LISTED ENTRIES:
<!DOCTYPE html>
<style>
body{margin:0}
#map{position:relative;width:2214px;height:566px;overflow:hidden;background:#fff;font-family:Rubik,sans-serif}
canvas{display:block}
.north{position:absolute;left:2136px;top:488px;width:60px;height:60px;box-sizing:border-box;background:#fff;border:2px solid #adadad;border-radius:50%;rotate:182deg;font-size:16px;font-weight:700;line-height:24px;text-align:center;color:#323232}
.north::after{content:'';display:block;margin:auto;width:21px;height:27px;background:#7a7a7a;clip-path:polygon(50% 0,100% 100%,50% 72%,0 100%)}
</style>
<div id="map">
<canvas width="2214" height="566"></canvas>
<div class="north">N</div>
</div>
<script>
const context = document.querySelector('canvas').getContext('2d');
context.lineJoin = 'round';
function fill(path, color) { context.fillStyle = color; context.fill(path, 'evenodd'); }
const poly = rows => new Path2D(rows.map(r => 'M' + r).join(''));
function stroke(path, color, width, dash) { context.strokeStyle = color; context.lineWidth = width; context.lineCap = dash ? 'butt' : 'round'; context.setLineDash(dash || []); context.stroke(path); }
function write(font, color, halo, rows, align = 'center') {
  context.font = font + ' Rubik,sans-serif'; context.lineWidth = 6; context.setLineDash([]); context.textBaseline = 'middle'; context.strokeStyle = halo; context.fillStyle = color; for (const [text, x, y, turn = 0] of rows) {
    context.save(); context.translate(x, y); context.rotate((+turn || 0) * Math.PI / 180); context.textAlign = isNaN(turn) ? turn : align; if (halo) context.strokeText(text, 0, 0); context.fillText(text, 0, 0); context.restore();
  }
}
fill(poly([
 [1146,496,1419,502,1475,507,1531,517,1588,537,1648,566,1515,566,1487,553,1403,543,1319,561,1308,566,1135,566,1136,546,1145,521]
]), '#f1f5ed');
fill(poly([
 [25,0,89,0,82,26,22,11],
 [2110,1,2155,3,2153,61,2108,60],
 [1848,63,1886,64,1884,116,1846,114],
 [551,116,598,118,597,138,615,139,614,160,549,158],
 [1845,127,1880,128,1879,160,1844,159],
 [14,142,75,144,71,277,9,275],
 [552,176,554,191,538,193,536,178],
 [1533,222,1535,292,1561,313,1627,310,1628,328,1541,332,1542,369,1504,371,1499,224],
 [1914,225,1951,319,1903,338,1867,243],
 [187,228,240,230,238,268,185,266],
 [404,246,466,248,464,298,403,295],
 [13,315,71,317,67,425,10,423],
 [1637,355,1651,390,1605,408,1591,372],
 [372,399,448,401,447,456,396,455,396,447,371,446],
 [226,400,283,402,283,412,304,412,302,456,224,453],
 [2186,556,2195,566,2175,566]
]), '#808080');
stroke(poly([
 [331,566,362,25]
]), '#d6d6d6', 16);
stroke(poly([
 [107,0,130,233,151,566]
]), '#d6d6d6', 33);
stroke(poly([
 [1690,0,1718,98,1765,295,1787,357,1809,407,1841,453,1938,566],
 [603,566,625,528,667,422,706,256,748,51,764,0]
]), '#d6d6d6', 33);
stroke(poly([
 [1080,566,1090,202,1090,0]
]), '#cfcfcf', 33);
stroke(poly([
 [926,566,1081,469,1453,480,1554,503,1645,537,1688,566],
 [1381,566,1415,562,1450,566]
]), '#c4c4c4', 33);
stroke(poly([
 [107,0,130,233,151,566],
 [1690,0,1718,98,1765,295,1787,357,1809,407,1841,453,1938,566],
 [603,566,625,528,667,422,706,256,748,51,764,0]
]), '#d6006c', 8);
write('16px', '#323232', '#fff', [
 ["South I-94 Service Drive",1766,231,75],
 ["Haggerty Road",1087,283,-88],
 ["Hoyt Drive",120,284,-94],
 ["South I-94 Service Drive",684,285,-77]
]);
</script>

WHAT TO DO: Read through the material above, and whenever a line contains "center", copy it.

ANSWER TO THE EXERCISE:
.north{position:absolute;left:2136px;top:488px;width:60px;height:60px;box-sizing:border-box;background:#fff;border:2px solid #adadad;border-radius:50%;rotate:182deg;font-size:16px;font-weight:700;line-height:24px;text-align:center;color:#323232}
function write(font, color, halo, rows, align = 'center') {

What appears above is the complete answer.